Since it doesn’t require certain, precious, reagents, the Yale researchers estimate that running it would probably cost only up to $10, according to the Post. Also, unlike the nasal swab test, SalivaDirect doesn’t require trained clinical staff, enabling them to attend to other urgent matters and minimizing exposure risk.

Yale plans to make its testing protocol open source so that other labs can implement the method themselves using an array of commercially available products, the FDA statement noted — indeed, the test doesn’t need proprietary equipment. This could cut costs and the time it takes to get results, while expanding testing frequency. Labs can scale up the testing method, available immediately, so it can be rolled out in the next few weeks, STAT reports.

A research group led by Martin Burke, a chemist at the University of Illinois at Urbana-Champaign, is among one of the labs the Yale team is working with to authorize more tests. He’s devised and launched a similar saliva test to screen more the 50,000 students and others on campus, per the Post. Students can get tested at on-campus stations and receive results on an app in three to five hours, allowing the school to meet its goal of testing them twice a week.

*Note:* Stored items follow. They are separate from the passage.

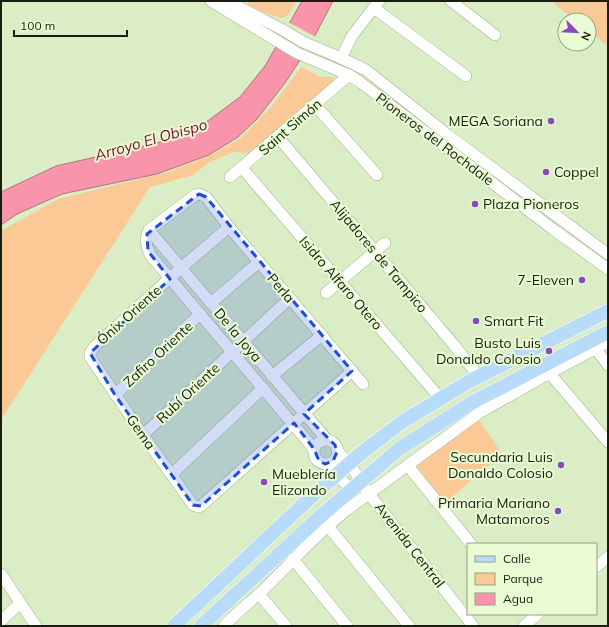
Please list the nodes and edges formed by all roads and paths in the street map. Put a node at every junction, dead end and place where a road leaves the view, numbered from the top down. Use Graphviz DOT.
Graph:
graph roads {
  1 [pos="210,1"];
  2 [pos="228,1"];
  3 [pos="451,1"];
  4 [pos="241,4"];
  5 [pos="376,4"];
  6 [pos="253,20"];
  7 [pos="495,35"];
  8 [pos="336,56"];
  9 [pos="349,75"];
  10 [pos="466,76"];
  11 [pos="315,105"];
  12 [pos="448,135"];
  13 [pos="278,137"];
  14 [pos="441,144"];
  15 [pos="242,168"];
  16 [pos="378,175"];
  17 [pos="230,177"];
  18 [pos="229,227"];
  19 [pos="150,230"];
  20 [pos="385,243"];
  21 [pos="376,251"];
  22 [pos="608,254"];
  23 [pos="259,262"];
  24 [pos="181,268"];
  25 [pos="608,269"];
  26 [pos="170,279"];
  27 [pos="339,282"];
  28 [pos="326,293"];
  29 [pos="290,298"];
  30 [pos="211,303"];
  31 [pos="608,311"];
  32 [pos="200,314"];
  33 [pos="608,332"];
  34 [pos="322,335"];
  35 [pos="243,342"];
  36 [pos="608,342"];
  37 [pos="592,345"];
  38 [pos="233,352"];
  39 [pos="90,353"];
  40 [pos="608,365"];
  41 [pos="547,369"];
  42 [pos="352,372"];
  43 [pos="272,376"];
  44 [pos="479,377"];
  45 [pos="364,384"];
  46 [pos="263,388"];
  47 [pos="115,395"];
  48 [pos="497,396"];
  49 [pos="440,398"];
  50 [pos="304,414"];
  51 [pos="294,423"];
  52 [pos="143,435"];
  53 [pos="327,440"];
  54 [pos="608,442"];
  55 [pos="314,449"];
  56 [pos="337,451"];
  57 [pos="321,463"];
  58 [pos="349,463"];
  59 [pos="408,466"];
  60 [pos="172,474"];
  61 [pos="335,476"];
  62 [pos="356,485"];
  63 [pos="369,494"];
  64 [pos="327,525"];
  65 [pos="469,543"];
  66 [pos="608,557"];
  67 [pos="293,559"];
  68 [pos="597,566"];
  69 [pos="1,574"];
  70 [pos="259,594"];
  71 [pos="20,603"];
  72 [pos="1,621"];
  73 [pos="36,626"];
  74 [pos="174,626"];
  75 [pos="201,626"];
  76 [pos="224,626"];
  77 [pos="286,626"];
  78 [pos="347,626"];
  79 [pos="409,626"];
  80 [pos="473,626"];
  1 -- 6 [label="street"];
  2 -- 4 [label="street"];
  3 -- 7 [label="street"];
  4 -- 6 [label="street"];
  5 -- 8 [label="street"];
  5 -- 10 [label="street"];
  6 -- 8 [label="street, Pioneros del Rochdale"];
  6 -- 9 [label="street, Pioneros del Rochdale"];
  8 -- 12 [label="street, Pioneros del Rochdale"];
  9 -- 11 [label="street, Saint Simón"];
  9 -- 14 [label="street, Pioneros del Rochdale"];
  11 -- 13 [label="street, Saint Simón"];
  11 -- 16 [label="street"];
  12 -- 14 [label="street"];
  12 -- 22 [label="street, Pioneros del Rochdale"];
  13 -- 15 [label="street, Saint Simón"];
  13 -- 21 [label="street, Alijadores de Tampico"];
  14 -- 25 [label="street, Pioneros del Rochdale"];
  15 -- 17 [label="street, Saint Simón"];
  15 -- 27 [label="street, Isidro Alfaro Otero"];
  18 -- 19 [label="street, Perla"];
  18 -- 23 [label="street, Perla"];
  18 -- 24 [label="street, Ónix Oriente"];
  19 -- 24 [label="street, De la Joya"];
  19 -- 26 [label="street, De la Joya"];
  20 -- 21 [label="street"];
  21 -- 27 [label="street"];
  21 -- 44 [label="street, Alijadores de Tampico"];
  23 -- 29 [label="street, Perla"];
  23 -- 30 [label="street"];
  24 -- 26 [label="street, Ónix Oriente"];
  24 -- 30 [label="street, De la Joya"];
  26 -- 32 [label="street, De la Joya"];
  26 -- 39 [label="street, Ónix Oriente"];
  27 -- 28 [label="street"];
  27 -- 49 [label="street, Isidro Alfaro Otero"];
  29 -- 34 [label="street, Perla"];
  29 -- 35 [label="street, Rubí Oriente"];
  30 -- 35 [label="street, De la Joya"];
  31 -- 44 [label="main road"];
  32 -- 38 [label="street, De la Joya"];
  32 -- 47 [label="street, Zafiro Oriente"];
  33 -- 37 [label="main road"];
  34 -- 42 [label="street, Perla"];
  34 -- 43 [label="street"];
  35 -- 38 [label="street, Rubí Oriente"];
  35 -- 43 [label="street, De la Joya"];
  36 -- 37 [label="street"];
  37 -- 40 [label="street"];
  37 -- 41 [label="main road"];
  38 -- 46 [label="street, De la Joya"];
  38 -- 52 [label="street, Rubí Oriente"];
  39 -- 47 [label="street, Gema"];
  41 -- 48 [label="main road"];
  41 -- 54 [label="street"];
  42 -- 45 [label="street, Perla"];
  42 -- 50 [label="street"];
  43 -- 50 [label="street, De la Joya"];
  44 -- 49 [label="main road"];
  46 -- 51 [label="street, De la Joya"];
  46 -- 60 [label="street"];
  47 -- 52 [label="street, Gema"];
  48 -- 59 [label="street"];
  48 -- 62 [label="main road"];
  49 -- 58 [label="main road"];
  50 -- 51 [label="street"];
  50 -- 53 [label="street, De la Joya"];
  51 -- 55 [label="street, De la Joya"];
  51 -- 60 [label="street, Gema"];
  52 -- 60 [label="street, Gema"];
  53 -- 55 [label="street"];
  53 -- 56 [label="street, De la Joya"];
  55 -- 57 [label="street, De la Joya"];
  56 -- 57 [label="street"];
  56 -- 58 [label="street, De la Joya"];
  57 -- 61 [label="street, De la Joya"];
  58 -- 61 [label="main road"];
  58 -- 62 [label="street, Avenida Central"];
  59 -- 63 [label="street"];
  59 -- 65 [label="street"];
  61 -- 62 [label="street, De la Joya"];
  61 -- 74 [label="main road"];
  62 -- 63 [label="street, Avenida Central"];
  62 -- 75 [label="main road"];
  63 -- 64 [label="street"];
  63 -- 80 [label="street, Avenida Central"];
  64 -- 67 [label="street"];
  64 -- 79 [label="street"];
  66 -- 68 [label="street"];
  67 -- 70 [label="street"];
  67 -- 78 [label="street"];
  69 -- 71 [label="street"];
  70 -- 76 [label="street"];
  70 -- 77 [label="street"];
  71 -- 72 [label="street"];
  71 -- 73 [label="street"];
}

Data on the test’s sensitivity are pending, but Burke points to promising preliminary clinical findings.

Fast, frequent screening like that promised by SalivaDirect allows infected individuals to quarantine right away, before they pass on the novel coronavirus to others, the Post notes. "If cheap alternatives like SalivaDirect can be implemented across the country, we may finally get a handle on this pandemic, even before a vaccine,” Nathan Grubaugh, a Yale assistant professor of epidemiology who was involved in developed SalivaDirect, told CNN. Fingers crossed.